Kapatma kararı zor mu?
– Kapatma kararını 10 gün içinde aldık. Yatırımcılar devam etmeyince kendimiz büyük bir yükle karşı karşıya kaldık. Piyasaya borcumuz vardı ama ismimiz de önemliydi. Tekrar ticaret yapacak, iş dünyası içinde var olacaktık. Bu sebeple üzerinden kalkabileceğimiz ve kimseyi mağdur etmeden kapatabileceğimiz bir noktada kapatmaya karar verdik.
– Elbette üzdüklerimiz olmuştur ama kimsenin hakkını yemeden, borçlarımızı maksimum oranda ödeyerek süreci hem kendimize hem de e-ticaret algısına zarar vermeden bitirdik. Herkesin alacaklarını karşıladık.
– Bir çizgi oluştu.
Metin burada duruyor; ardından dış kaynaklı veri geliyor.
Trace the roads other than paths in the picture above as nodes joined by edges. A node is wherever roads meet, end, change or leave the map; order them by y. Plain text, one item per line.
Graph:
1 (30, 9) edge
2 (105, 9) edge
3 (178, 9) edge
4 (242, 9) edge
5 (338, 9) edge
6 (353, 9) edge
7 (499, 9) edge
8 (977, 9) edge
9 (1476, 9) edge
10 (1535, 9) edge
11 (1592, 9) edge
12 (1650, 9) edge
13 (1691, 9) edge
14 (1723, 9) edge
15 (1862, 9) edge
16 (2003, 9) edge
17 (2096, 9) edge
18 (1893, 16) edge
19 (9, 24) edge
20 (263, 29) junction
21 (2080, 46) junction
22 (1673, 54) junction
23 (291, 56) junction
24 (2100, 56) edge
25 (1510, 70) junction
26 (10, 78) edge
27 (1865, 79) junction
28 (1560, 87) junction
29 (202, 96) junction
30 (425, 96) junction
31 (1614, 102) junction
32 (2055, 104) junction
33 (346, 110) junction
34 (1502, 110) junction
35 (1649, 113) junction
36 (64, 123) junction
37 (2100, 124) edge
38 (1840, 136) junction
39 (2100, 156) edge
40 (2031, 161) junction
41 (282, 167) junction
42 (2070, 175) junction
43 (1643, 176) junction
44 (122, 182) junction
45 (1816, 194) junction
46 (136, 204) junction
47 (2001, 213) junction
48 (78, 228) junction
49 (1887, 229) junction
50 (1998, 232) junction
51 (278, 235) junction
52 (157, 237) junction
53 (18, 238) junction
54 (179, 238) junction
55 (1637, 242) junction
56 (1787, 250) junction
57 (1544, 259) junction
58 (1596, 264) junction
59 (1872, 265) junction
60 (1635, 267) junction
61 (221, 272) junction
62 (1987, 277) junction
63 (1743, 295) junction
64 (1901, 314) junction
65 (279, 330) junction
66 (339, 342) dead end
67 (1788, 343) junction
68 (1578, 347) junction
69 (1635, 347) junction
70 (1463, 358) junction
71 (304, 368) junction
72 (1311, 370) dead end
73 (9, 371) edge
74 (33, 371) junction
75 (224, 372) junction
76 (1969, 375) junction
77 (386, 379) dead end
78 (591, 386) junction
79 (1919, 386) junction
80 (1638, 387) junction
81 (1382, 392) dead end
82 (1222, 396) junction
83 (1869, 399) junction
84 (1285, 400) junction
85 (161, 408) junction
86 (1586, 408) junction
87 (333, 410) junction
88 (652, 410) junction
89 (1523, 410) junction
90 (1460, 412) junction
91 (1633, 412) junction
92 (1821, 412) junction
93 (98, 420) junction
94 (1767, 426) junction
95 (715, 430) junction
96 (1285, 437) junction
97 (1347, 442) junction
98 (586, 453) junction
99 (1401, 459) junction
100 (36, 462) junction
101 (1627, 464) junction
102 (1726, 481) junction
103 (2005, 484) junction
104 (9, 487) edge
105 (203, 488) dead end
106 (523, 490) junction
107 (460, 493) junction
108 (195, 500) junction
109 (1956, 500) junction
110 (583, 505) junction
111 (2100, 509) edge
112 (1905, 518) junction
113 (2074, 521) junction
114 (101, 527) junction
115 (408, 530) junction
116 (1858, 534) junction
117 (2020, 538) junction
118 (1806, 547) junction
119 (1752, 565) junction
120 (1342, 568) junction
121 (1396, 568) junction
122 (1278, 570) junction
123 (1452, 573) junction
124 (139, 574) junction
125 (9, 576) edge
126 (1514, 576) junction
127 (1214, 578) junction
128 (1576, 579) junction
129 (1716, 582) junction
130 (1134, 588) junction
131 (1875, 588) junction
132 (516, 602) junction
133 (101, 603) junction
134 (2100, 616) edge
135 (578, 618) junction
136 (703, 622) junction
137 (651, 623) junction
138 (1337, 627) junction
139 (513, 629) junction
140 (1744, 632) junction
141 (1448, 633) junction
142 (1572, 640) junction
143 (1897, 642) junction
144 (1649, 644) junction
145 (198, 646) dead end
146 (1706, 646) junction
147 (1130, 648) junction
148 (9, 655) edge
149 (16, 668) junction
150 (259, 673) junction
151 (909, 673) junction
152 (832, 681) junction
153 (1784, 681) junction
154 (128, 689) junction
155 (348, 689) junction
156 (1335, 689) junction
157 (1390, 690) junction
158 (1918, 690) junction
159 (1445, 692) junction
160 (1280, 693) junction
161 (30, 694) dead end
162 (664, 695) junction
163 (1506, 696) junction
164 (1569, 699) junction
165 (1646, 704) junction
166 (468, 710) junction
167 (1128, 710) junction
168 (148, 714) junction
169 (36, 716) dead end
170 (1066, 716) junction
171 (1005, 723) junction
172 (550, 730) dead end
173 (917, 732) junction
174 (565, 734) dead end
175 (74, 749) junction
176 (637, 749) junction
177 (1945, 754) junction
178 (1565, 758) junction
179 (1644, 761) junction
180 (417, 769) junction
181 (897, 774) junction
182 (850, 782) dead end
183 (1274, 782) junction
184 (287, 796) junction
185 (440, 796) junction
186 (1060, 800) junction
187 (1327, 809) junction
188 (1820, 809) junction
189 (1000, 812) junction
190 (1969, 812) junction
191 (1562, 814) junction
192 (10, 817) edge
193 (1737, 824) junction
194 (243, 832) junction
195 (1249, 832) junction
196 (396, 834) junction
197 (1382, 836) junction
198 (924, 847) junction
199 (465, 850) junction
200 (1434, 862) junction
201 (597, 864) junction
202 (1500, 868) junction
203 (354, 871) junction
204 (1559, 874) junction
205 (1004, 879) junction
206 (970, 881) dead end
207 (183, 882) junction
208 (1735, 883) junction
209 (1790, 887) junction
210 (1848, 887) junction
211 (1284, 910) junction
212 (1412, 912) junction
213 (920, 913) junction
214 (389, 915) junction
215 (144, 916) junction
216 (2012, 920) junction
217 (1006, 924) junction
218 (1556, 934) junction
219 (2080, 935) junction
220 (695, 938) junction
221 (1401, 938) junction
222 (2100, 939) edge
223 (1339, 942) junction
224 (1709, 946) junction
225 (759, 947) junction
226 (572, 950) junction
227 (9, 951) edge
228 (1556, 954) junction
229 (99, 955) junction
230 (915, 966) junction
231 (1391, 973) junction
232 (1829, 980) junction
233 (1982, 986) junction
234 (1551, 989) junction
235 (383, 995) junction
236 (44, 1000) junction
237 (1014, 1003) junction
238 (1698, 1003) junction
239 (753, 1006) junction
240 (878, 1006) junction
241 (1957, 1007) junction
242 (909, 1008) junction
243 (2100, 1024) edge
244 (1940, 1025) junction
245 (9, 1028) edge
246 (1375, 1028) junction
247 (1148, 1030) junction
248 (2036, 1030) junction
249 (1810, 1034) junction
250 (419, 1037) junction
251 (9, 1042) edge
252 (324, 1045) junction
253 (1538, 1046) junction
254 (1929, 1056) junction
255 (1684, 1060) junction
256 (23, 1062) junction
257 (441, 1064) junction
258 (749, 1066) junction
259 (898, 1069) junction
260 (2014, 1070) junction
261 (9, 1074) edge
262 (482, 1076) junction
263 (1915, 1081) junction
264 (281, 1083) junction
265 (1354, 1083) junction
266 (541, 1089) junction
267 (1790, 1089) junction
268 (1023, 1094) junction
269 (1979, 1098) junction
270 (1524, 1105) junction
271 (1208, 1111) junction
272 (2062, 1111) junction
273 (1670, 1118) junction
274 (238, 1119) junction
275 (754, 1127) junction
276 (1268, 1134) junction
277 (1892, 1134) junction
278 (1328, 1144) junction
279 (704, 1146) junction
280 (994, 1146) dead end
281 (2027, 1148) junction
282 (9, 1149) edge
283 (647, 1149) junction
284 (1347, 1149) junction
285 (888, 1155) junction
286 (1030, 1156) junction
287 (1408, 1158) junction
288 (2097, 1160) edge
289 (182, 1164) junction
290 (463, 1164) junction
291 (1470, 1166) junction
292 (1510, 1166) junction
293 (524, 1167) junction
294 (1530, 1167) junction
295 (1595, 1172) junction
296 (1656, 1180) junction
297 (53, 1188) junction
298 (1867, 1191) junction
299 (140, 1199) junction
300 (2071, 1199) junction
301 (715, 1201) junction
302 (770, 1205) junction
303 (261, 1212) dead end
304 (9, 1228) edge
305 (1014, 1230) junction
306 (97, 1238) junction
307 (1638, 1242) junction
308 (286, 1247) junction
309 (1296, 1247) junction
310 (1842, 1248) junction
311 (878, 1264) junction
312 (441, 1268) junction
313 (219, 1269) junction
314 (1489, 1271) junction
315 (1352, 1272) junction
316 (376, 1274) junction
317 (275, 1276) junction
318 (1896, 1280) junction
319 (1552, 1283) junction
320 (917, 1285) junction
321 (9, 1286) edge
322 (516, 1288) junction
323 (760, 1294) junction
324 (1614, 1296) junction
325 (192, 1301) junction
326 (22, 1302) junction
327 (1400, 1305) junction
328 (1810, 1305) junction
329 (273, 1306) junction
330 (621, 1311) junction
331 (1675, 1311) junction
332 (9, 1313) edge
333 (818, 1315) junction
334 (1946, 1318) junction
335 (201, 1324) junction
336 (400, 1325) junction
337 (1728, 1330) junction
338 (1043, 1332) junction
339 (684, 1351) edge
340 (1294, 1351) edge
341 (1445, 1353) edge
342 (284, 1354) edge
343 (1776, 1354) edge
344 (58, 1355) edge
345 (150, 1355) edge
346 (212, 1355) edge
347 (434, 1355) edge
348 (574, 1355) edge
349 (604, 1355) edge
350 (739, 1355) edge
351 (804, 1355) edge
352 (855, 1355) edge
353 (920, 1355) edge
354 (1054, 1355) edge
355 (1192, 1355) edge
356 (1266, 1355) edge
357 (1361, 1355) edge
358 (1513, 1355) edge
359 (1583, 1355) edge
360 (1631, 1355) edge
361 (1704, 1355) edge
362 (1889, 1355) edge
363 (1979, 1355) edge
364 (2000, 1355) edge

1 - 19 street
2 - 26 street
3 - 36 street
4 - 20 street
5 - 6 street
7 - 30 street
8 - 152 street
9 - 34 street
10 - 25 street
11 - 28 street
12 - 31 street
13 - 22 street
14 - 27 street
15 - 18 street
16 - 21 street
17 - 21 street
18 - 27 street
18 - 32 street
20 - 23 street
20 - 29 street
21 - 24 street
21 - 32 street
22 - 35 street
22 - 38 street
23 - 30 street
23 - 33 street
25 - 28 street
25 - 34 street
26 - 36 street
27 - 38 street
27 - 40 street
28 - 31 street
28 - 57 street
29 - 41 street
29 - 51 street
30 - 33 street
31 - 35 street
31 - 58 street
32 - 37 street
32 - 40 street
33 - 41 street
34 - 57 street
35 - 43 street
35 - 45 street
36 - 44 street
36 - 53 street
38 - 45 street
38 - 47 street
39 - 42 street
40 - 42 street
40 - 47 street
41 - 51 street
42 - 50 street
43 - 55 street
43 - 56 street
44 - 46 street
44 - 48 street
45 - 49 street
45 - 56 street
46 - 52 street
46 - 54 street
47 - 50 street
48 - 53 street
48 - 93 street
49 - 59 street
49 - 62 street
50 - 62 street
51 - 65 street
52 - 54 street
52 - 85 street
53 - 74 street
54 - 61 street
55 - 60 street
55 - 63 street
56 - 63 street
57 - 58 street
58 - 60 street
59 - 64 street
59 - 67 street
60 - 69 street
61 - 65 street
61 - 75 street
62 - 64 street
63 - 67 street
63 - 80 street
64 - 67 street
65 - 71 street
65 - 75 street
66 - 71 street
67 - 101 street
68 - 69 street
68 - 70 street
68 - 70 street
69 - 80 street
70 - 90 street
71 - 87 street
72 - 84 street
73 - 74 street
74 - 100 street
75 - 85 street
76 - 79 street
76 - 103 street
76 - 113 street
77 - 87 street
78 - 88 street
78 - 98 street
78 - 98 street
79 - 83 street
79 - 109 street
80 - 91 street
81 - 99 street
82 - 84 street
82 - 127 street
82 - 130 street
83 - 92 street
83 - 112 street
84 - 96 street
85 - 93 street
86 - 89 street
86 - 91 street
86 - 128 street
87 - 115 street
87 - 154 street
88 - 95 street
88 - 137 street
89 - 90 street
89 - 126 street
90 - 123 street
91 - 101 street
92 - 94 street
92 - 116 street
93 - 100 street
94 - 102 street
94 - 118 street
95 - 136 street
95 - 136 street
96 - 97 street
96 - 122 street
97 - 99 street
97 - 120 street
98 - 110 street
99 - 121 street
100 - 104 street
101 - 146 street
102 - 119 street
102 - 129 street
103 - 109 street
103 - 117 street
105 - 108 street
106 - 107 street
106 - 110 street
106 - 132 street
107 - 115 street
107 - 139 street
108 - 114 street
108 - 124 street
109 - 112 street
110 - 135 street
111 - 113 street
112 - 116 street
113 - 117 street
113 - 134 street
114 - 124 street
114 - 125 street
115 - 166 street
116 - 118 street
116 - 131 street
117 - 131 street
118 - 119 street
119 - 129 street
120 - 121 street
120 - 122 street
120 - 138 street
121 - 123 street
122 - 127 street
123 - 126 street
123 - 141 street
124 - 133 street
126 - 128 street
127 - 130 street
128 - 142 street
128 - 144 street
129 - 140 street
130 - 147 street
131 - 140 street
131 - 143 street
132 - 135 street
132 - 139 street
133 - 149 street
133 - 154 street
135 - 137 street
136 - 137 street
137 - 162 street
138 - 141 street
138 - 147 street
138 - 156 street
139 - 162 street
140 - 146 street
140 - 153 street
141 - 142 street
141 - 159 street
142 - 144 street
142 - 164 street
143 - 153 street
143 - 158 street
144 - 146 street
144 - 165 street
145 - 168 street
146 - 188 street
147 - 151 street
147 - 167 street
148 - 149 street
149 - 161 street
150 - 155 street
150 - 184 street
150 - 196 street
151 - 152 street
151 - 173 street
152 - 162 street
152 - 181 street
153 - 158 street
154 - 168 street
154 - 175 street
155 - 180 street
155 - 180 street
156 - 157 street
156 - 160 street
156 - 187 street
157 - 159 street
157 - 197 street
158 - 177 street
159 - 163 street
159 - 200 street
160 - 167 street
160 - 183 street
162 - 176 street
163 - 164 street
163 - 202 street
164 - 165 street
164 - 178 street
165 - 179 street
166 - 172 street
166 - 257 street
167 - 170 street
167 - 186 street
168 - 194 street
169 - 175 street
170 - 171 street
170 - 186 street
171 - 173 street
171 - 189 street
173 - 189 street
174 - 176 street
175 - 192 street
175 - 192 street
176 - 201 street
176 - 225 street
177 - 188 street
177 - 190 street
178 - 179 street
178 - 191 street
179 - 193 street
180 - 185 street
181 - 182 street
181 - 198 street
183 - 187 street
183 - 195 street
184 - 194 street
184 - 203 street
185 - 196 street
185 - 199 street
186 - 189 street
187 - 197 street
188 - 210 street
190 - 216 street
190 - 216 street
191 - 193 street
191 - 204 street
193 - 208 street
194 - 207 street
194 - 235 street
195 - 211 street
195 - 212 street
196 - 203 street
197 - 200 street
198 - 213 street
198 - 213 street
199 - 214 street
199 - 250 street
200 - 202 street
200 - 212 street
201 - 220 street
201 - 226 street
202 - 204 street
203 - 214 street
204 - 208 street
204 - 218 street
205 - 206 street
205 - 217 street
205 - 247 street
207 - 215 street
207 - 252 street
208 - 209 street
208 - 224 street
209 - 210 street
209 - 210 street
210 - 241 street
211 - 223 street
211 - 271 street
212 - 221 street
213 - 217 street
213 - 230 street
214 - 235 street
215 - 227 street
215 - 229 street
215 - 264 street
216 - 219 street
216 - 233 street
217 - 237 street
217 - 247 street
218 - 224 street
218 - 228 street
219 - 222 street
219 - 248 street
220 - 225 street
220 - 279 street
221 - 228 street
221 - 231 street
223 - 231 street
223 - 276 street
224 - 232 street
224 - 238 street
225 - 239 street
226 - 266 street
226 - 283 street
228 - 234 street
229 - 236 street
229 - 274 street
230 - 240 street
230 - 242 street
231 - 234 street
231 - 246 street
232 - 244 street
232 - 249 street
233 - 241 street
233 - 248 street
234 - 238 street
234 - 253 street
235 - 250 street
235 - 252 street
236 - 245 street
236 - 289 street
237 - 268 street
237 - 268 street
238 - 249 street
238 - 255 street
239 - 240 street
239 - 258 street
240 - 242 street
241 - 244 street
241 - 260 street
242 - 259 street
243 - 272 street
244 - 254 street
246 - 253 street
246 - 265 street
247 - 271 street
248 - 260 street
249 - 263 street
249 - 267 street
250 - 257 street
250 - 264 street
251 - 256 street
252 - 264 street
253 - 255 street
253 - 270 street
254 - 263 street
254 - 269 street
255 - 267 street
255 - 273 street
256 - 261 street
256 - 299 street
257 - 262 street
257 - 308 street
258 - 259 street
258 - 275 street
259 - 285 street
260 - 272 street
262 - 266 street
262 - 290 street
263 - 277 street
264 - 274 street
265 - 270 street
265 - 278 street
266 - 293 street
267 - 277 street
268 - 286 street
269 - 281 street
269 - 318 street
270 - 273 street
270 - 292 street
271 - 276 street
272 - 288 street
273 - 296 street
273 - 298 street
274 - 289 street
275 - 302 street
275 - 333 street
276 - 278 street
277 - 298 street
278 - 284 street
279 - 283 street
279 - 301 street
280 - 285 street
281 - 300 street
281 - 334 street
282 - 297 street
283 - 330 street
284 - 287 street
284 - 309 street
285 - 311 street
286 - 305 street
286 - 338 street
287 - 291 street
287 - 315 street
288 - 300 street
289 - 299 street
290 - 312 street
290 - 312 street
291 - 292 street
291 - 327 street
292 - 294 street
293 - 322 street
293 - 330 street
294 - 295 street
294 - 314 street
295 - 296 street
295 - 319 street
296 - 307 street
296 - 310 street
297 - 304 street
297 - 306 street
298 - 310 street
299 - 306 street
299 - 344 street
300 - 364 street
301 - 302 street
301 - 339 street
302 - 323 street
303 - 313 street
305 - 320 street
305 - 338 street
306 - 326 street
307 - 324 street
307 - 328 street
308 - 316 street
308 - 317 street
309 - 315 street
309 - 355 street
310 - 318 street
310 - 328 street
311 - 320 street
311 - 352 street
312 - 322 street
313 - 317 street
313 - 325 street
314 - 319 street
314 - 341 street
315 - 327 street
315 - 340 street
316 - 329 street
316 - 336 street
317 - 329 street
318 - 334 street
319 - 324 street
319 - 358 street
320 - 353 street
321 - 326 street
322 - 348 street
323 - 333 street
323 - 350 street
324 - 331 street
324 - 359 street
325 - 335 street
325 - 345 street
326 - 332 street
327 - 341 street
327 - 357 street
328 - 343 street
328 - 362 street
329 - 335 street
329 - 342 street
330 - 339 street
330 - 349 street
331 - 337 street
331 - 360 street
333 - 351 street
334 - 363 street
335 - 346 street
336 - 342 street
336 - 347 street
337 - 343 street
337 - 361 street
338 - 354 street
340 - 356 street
Ben işi bir yere kadar götürdüm. işler kötü gitti, olmadı. Bundan sonra bile bile devam edebilirdik. Bir yere kadar iyi olacak diye vicdanlı şekilde çalıştık. Biz o çizgiye geldiğimizi anlayınca kararı verdik. Kapattığımızda yılın cirosu 12 milyon TL idi, 50 çalışanımız vardı. Kapattığımız aralık ayının cirosu 800 bin TL idi.
YATIRIMCILARI 5 MİLYON DOLARA İKNA ETMEK ZOR OLDU MU?
– Bizim ticaret ve dijital reklamcılık geçmişimiz belliydi. Büyüme hızımız, operasyonu nasıl yönettiğimiz ortadaydı. Bu işte hep matematik konuşuyor. Geçmişteki metriklerimizi Excel’e koyup yapacaklarımızı anlattık. O zaman sektörde birinciydik. Yatırımcılar da birinciyi desteklemek isterlerdi.
– Yatırım aldığımızda ciromuz 13 milyon TL idi. iki yıl içinde 100 milyon TL ciroya ulaşacağız diye hedef koymuştuk. Yatırımdan sonra yaptığımız en büyük şey ekibi geliştirmek oldu. İyi bir ekip kurmaya çalıştık. Yatırımcıların ekip kurmakta çok faydası oldu. O dönemde 55 kişiye ulaşmıştık.
Neleri farklı yapabilirdik?
1 Bir numaralı eksiğimiz stratejinin çok net olmamasıydı.
2- Tüm önemli kararları 4-5 ay gecikmeli aldık. Geç verilen kararlar en büyük hatamızdı.
3- 5 milyon dolar yatırımı iki turda aldık. Tek seferde alabilsek iyi olurdu.
4- Bu işin olmayacağını görüp, bize zor gelen kararları alıp yolumuza devam edebilirdik.
5- Kapatmayalım ama yaşasın diye düşünüyorsak iş modelimizi değiştirebilirdik. Son anda pazar yerine döndük, b6unu 4-5 ay önce yapabilirdik.
6- Yazılım tarafında bir hayli yol kat etmiştik. Oradan B2B yeni ürünler çıkarabilirdik.
7- Hem e-ticaret altyapımız hem de tavsiye motorlarımızı SaaS mantığı ile satabilirdik.
8- Ekibimiz iyiydi ama iş akışlarımız biraz sıkıntılıydı, ekibi iyi yönlendiremedik.
9- Her şeyi ölçüyorduk fakat eksik noktaları geliştiremiyorduk.